Ольга Кучкина - Мальчики + девочки =
День длился длинный, спокойный, солнечный, без ветерка. Светло-зеленые березы, клены, липы, дубы, не говоря о красных соснах и темно-зеленых елях, стояли не шелохнувшись, как бы замерев от щедрой солнечной ласки. Так собака замирает и не шелохнется под рукой, которая ее гладит. Физически работать в такой день было отрадно. И хозяин не сетовал, что нет друга. А он возьми да и возникни ближе к вечеру, но еще далеко до вечера. Большой, с большим животом и маленькой бородкой, лысый, шумный, в длинных, за колено, шортах, из которых торчали худые кривоватые ноги, и в майке без рукавов, оголявшей сильные круглые плечи, он сразу полез за лестницей и, несмотря на вопли хозяина, что все сделано без него, стал придирчиво изучать, как сделано, а найдя огрехи, потребовал молоток, плоскогубцы и гвозди, чтобы переделать. Хозяин сначала чуть не матюкался, но скоро смирился и покорно смотрел, задрав голову, как поправляют его работу. Возможно, ее и не надо бы поправлять, но тогда выходило, что приятель – бездельник, и бутылку вина и торт привез в расчете на безделье, причем бездельник не в глазах друзей, которые знали его как облупленного, а в глазах новой женщины, чего вовсе не хотелось ни хозяину, ни его жене. Несколько лет назад у них с приятелем был общий бизнес, бизнес кончился, а дружба осталась.
Жена крутилась на кухне, а новая женщина, сняв нарядное платье и натянув тоже шорты и майку, крутилась возле лестницы и возле крыши, а то и на крыше, куда пожелала влезть, чтобы передать кисть и банку с краской, о чем распорядился новый работник, порешивший тут же и закрасить новые куски. Женщина была полная, хорошо сбитая, белокожая, уверенная в себе. Он ласково улыбался, беря из ее рук нужные предметы, она отвечала такой же простой и светлой улыбкой. В обоих чувствовалась надежность.
Кажется, ему повезло , негромко сказала мужу хозяйка, вышедшая на минуту узнать, скоро ли мужик освободится и освободит остальных, теперь помогающих ему.
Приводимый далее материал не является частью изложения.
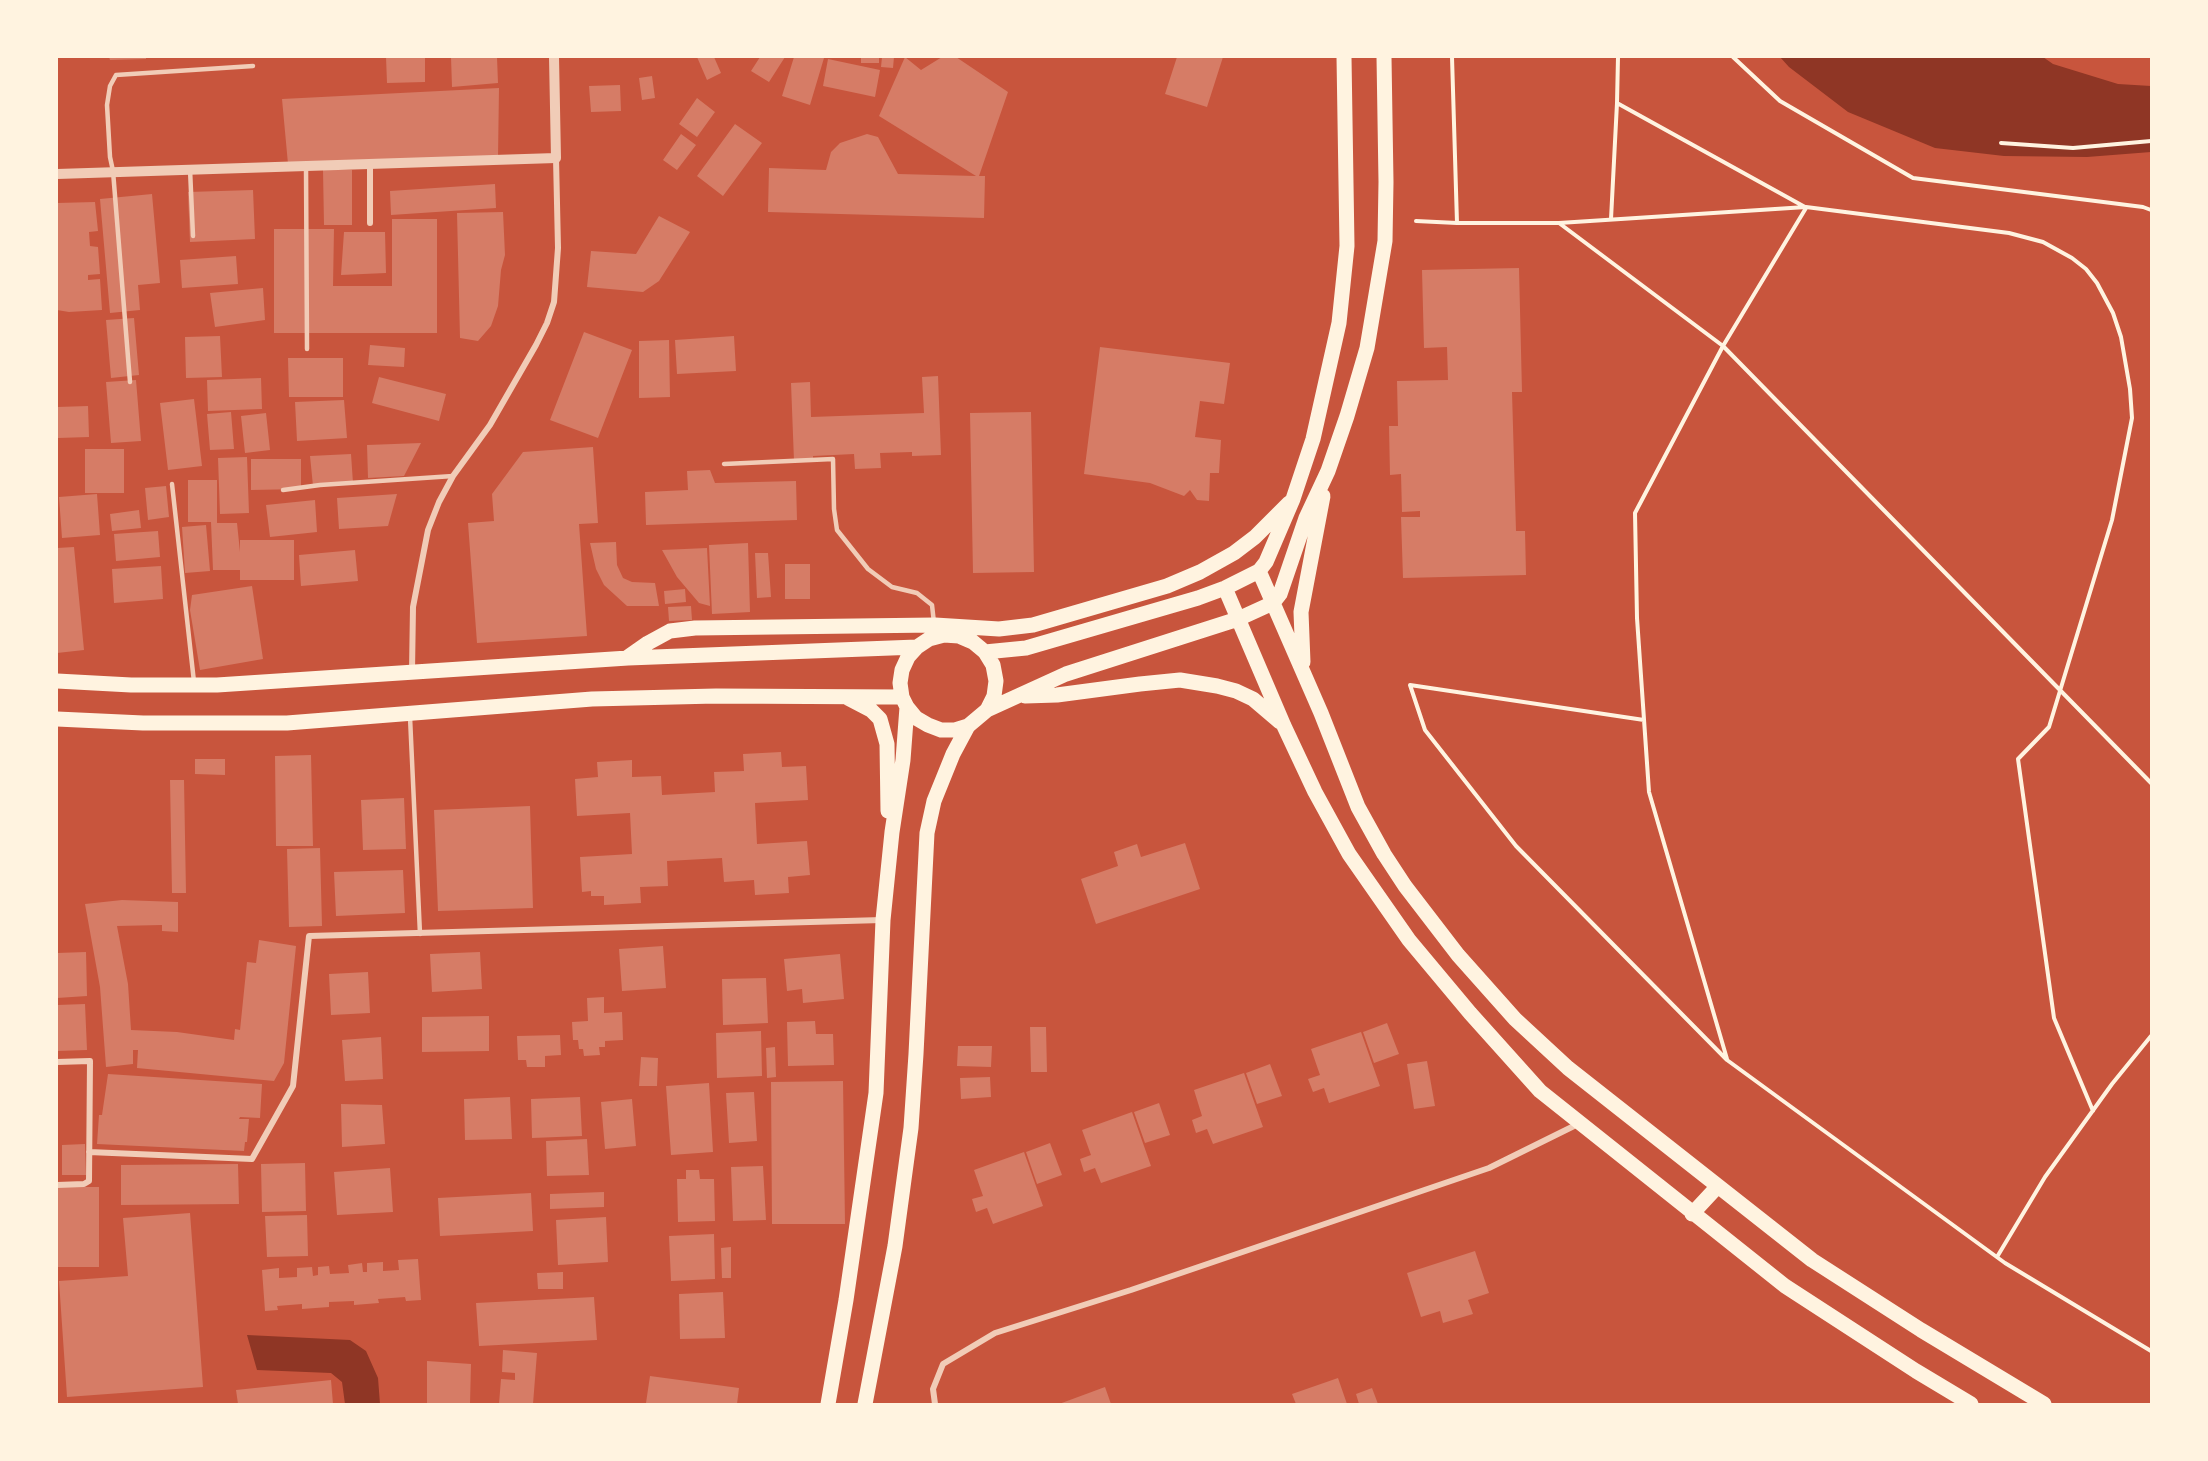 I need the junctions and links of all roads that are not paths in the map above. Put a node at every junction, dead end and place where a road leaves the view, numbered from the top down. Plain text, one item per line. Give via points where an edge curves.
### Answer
1 (554, 57) edge
2 (1344, 57) edge
3 (1384, 57) edge
4 (253, 66) dead end
5 (556, 158) junction
6 (370, 164) junction
7 (306, 166) junction
8 (190, 169) junction
9 (113, 171) junction
10 (57, 174) edge
11 (370, 223) dead end
12 (193, 236) dead end
13 (307, 349) dead end
14 (130, 382) dead end
15 (724, 464) dead end
16 (1328, 471) junction
17 (453, 476) junction
18 (172, 484) dead end
19 (283, 490) dead end
20 (1293, 499) junction
21 (1259, 571) junction
22 (1225, 588) junction
23 (1273, 603) junction
24 (1238, 619) junction
25 (934, 625) junction
26 (953, 627) junction
27 (917, 647) junction
28 (979, 647) junction
29 (628, 658) junction
30 (412, 672) junction
31 (57, 681) edge
32 (194, 685) junction
33 (1308, 686) junction
34 (842, 696) junction
35 (1017, 696) junction
36 (905, 702) junction
37 (987, 710) junction
38 (410, 714) junction
39 (57, 719) edge
40 (968, 726) junction
41 (1284, 726) junction
42 (892, 832) junction
43 (882, 920) junction
44 (420, 934) junction
45 (57, 1062) edge
46 (1580, 1124) junction
47 (89, 1152) junction
48 (57, 1185) edge
49 (1718, 1186) junction
50 (1692, 1214) junction
51 (828, 1404) edge
52 (866, 1404) edge
53 (935, 1404) edge
54 (1971, 1404) edge
55 (2044, 1404) edge

1 - 5 street
2 - 20 main road via 1347,246 1341,301 1333,356 1313,439
3 - 16 main road via 1383,251 1367,348
4 - 9 lane via 116,75 107,105
5 - 6 street
5 - 17 street via 558,248 554,302 547,324 490,424
6 - 7 street
6 - 11 street
7 - 8 street
7 - 13 lane
8 - 9 street
8 - 12 lane
9 - 10 street
9 - 14 lane
15 - 25 lane via 833,459 837,530 868,569 892,587 917,593 932,605
16 - 23 main road via 1306,518 1285,583
16 - 33 main road via 1301,612
17 - 19 lane
17 - 30 street via 428,530 419,571 413,607
18 - 32 lane
20 - 21 main road via 1273,549
20 - 26 main road via 1234,554 1167,586 1033,625 999,629
21 - 22 main road
21 - 23 main road
22 - 24 main road
22 - 28 main road via 1026,648
23 - 24 main road
23 - 33 main road
24 - 35 main road via 1066,674
24 - 41 main road
25 - 26 main road
25 - 29 main road via 695,628 670,631
26 - 28 main road
27 - 28 main road via 944,635 959,636
27 - 29 main road
27 - 36 main road via 902,670 900,683
28 - 37 main road via 993,665 996,681
29 - 30 main road
30 - 32 main road
31 - 32 main road
33 - 49 main road via 1358,807 1384,854 1458,955 1515,1019 1568,1068
34 - 36 main road
34 - 38 main road via 592,699
34 - 42 main road via 871,710 880,719 887,744 887,801
35 - 37 main road
35 - 41 main road via 1180,680 1217,686 1253,699
36 - 40 main road via 916,718 941,730
36 - 42 main road via 903,760
37 - 40 main road
38 - 39 main road via 218,725
38 - 44 lane
40 - 52 main road via 952,754 927,833 911,1128 895,1246
41 - 46 main road via 1349,854 1409,940 1540,1091
42 - 43 main road
43 - 44 street
43 - 51 main road via 876,1093
44 - 47 street via 309,936 293,1086 252,1158
45 - 47 street via 90,1061
46 - 50 main road
46 - 53 street via 1489,1168 995,1333 943,1364 933,1389
47 - 48 street via 87,1183
49 - 50 main road
49 - 55 main road via 1812,1260
50 - 54 main road via 1785,1286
Солнце, клонившееся к закату, но все-таки далекое от заката, проникало в дом, играло на светло-желтых досках пола и стен, и они светились янтарем, создавая впечатление, что в доме зажжено электричество. Хозяйка доставала посуду, рюмки, салфетки. Рыба была пожарена, приготовлены салаты, из холодильника извлечена запотевшая водочка. Нет-нет-нет , закричал муж, входя в дом, никакого ужина, ужин после сауны, сауна готова и ждать не может, а ужин подождет, а вот ты, если вынешь пива и дашь нам бычков, они там, в голубом пакете, то будешь умница.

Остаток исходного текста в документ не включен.